Material shown:
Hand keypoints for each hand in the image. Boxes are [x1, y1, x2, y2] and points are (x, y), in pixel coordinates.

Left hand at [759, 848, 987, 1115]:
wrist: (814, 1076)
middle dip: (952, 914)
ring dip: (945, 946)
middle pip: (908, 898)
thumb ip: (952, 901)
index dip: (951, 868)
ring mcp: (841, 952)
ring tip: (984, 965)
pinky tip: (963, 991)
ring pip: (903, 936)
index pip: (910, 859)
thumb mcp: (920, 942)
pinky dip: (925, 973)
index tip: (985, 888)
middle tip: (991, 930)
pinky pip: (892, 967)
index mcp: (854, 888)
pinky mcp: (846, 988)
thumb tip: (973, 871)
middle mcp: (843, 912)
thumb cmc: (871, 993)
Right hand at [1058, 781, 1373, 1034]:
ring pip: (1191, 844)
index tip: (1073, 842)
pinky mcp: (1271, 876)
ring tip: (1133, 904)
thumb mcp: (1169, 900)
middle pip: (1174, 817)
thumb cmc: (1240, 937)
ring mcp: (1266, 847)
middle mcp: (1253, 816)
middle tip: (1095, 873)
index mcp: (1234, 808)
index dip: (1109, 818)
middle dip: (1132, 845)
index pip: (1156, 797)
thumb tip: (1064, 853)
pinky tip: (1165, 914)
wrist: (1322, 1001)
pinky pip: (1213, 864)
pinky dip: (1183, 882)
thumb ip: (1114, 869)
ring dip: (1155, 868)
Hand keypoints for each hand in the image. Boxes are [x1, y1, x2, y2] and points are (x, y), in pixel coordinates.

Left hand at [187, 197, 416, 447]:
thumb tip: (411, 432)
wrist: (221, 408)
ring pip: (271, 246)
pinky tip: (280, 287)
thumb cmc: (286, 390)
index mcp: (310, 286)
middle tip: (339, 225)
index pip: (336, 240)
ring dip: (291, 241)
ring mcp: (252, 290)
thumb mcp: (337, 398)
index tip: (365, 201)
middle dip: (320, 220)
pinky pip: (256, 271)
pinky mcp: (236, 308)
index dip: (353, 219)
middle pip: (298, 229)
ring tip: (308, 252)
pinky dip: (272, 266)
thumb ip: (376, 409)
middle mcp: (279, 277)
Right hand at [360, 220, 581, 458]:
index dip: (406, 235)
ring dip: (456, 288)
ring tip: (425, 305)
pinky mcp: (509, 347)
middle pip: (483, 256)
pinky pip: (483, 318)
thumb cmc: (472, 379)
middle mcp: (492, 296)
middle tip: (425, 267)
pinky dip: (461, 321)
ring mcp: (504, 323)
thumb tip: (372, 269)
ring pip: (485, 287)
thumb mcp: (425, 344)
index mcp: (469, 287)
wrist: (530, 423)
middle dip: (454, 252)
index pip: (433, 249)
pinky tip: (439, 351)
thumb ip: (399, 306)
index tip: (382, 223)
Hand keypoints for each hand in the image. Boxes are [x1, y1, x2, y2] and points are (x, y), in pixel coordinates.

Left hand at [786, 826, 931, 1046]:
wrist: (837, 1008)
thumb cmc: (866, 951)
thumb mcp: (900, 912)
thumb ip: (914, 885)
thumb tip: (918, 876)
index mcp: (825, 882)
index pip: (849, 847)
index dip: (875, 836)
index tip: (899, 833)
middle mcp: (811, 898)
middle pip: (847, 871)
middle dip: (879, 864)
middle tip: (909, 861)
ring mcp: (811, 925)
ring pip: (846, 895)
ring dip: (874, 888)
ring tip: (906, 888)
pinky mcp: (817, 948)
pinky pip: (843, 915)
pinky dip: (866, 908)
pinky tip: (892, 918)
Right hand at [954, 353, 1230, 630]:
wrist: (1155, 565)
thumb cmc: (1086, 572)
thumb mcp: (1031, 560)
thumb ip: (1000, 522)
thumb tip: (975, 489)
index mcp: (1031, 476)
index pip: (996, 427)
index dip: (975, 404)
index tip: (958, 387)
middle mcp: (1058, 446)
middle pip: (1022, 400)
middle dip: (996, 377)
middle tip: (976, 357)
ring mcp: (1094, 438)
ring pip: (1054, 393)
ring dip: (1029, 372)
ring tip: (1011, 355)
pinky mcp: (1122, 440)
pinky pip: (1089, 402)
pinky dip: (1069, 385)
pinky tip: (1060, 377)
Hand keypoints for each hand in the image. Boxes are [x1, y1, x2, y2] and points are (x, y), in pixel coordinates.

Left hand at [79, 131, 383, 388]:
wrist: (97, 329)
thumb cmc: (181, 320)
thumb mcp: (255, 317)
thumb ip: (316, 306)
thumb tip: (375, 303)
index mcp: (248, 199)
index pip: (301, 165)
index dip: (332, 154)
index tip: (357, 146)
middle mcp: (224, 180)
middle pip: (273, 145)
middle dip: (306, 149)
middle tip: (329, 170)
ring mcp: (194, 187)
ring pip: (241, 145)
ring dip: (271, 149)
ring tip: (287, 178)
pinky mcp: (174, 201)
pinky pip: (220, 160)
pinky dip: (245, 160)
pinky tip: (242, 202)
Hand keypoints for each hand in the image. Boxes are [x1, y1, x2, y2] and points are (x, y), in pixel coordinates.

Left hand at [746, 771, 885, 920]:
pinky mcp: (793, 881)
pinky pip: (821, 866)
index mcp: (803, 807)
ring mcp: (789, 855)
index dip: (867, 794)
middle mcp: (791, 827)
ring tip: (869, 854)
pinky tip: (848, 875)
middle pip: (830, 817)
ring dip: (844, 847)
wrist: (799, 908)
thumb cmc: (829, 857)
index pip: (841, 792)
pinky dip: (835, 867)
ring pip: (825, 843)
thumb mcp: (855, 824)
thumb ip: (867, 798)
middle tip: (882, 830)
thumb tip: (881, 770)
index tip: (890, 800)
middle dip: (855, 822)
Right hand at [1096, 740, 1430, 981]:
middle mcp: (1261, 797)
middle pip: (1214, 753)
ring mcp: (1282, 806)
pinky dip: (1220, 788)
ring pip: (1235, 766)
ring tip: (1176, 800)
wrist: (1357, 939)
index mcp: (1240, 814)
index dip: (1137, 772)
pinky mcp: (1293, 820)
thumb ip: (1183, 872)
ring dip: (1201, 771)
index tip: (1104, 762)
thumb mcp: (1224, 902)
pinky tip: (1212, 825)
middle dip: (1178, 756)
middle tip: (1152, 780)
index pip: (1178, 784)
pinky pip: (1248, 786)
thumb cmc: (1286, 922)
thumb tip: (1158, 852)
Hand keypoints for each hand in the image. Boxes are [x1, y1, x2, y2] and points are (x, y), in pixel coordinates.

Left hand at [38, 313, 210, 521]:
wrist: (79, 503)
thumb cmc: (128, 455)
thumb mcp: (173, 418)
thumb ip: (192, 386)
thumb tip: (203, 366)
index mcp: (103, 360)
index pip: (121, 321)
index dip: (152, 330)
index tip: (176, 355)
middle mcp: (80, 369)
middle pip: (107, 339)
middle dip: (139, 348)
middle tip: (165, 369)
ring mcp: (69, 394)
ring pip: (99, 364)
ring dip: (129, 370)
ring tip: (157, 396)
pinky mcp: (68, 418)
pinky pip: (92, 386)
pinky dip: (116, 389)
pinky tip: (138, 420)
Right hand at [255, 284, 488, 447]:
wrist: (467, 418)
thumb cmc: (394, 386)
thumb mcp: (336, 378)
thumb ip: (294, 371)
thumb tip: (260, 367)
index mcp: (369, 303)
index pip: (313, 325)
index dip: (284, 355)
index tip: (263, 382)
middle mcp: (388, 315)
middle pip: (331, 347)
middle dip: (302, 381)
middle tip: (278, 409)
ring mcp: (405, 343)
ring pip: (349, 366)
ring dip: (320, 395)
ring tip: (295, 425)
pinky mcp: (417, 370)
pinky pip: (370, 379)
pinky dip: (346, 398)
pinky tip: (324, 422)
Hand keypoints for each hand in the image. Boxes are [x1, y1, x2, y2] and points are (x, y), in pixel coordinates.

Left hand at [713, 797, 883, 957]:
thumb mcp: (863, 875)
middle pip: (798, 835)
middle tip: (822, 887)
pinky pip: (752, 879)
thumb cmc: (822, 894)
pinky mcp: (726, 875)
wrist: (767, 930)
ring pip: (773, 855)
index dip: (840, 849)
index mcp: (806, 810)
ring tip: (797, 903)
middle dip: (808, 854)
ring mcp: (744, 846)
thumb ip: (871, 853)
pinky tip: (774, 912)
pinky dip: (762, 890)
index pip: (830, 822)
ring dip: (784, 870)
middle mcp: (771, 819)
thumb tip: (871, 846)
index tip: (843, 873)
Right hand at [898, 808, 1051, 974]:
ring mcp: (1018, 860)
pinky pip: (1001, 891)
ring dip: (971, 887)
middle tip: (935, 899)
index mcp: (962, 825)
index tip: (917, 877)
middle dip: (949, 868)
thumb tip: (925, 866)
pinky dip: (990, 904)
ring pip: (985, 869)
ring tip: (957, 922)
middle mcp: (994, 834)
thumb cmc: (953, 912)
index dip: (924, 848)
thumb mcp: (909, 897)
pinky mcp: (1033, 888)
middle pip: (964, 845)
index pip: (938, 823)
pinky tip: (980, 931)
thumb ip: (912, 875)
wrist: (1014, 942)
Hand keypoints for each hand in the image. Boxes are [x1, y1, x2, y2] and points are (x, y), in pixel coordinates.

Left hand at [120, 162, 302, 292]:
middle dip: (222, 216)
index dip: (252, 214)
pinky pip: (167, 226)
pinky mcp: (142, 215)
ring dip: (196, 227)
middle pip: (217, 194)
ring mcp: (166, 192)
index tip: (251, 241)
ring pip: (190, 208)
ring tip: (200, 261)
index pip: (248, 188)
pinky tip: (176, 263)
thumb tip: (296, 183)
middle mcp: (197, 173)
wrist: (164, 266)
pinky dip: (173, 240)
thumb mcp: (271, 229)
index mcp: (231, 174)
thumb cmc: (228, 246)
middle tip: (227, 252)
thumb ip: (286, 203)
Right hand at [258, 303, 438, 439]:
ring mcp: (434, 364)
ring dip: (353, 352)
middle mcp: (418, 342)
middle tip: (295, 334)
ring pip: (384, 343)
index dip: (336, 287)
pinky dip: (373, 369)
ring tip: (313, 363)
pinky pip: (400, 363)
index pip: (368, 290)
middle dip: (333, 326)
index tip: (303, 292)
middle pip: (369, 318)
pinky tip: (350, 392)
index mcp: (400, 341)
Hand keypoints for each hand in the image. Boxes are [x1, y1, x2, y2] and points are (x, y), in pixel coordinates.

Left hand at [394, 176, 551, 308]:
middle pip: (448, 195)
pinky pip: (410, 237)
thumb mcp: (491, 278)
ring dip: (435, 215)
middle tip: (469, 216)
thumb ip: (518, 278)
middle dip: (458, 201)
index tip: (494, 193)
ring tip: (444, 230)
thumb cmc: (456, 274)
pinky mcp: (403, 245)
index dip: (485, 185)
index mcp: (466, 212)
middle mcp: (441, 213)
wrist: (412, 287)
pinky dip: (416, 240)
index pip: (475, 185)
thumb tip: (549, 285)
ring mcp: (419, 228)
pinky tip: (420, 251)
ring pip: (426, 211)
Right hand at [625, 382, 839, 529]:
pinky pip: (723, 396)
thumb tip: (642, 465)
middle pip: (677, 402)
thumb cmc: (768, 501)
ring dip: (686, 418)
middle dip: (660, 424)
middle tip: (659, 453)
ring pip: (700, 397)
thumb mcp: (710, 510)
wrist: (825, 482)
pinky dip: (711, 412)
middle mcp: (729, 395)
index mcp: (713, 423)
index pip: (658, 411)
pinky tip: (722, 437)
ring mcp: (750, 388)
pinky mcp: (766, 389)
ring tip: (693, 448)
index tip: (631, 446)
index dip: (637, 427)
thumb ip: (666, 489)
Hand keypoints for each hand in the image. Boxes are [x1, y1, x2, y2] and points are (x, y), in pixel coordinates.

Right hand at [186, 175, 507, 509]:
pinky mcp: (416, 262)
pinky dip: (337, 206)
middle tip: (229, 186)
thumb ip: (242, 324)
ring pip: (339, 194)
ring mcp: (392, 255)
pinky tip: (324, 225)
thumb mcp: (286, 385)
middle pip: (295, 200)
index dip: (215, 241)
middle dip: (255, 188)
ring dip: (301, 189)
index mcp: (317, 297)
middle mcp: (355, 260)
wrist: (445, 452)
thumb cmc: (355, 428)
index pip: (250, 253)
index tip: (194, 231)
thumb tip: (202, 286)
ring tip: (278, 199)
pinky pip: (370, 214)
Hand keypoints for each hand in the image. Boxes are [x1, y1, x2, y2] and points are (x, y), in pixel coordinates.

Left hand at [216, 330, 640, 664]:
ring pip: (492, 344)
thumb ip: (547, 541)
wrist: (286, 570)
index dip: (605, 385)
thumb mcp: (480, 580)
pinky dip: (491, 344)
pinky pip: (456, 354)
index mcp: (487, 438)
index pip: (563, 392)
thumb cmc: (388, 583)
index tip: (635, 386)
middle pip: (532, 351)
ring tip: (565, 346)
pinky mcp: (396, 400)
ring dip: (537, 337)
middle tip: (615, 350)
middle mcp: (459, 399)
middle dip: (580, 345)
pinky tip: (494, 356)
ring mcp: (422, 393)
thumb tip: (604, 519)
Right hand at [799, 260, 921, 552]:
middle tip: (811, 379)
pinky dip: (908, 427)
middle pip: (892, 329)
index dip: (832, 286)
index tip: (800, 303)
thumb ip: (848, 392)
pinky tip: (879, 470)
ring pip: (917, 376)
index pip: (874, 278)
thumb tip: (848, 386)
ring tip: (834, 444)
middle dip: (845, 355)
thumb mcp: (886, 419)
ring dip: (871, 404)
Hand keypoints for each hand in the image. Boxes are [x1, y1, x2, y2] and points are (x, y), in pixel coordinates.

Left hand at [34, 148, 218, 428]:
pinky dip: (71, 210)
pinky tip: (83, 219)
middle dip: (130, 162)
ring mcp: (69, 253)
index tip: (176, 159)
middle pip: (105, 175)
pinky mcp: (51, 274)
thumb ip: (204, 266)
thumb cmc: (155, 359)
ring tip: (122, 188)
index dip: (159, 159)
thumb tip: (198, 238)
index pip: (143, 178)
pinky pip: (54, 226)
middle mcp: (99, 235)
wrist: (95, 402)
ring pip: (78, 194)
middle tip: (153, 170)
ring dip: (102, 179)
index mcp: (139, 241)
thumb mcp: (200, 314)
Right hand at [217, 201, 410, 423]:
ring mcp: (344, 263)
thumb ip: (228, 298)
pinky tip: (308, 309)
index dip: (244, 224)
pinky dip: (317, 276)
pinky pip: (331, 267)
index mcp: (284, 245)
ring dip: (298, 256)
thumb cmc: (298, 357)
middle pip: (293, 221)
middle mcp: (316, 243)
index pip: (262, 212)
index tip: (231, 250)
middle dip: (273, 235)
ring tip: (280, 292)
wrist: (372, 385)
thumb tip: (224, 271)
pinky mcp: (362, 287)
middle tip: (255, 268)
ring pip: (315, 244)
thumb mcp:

Task brief: Copy each line above that has the word "Left".

Solution for this task:
Left hand at [759, 848, 987, 1115]:
Left hand at [187, 197, 416, 447]:
Left hand at [786, 826, 931, 1046]:
Left hand at [79, 131, 383, 388]:
Left hand at [746, 771, 885, 920]:
Left hand at [38, 313, 210, 521]:
Left hand at [713, 797, 883, 957]:
Left hand at [120, 162, 302, 292]:
Left hand at [394, 176, 551, 308]:
Left hand at [216, 330, 640, 664]:
Left hand at [34, 148, 218, 428]:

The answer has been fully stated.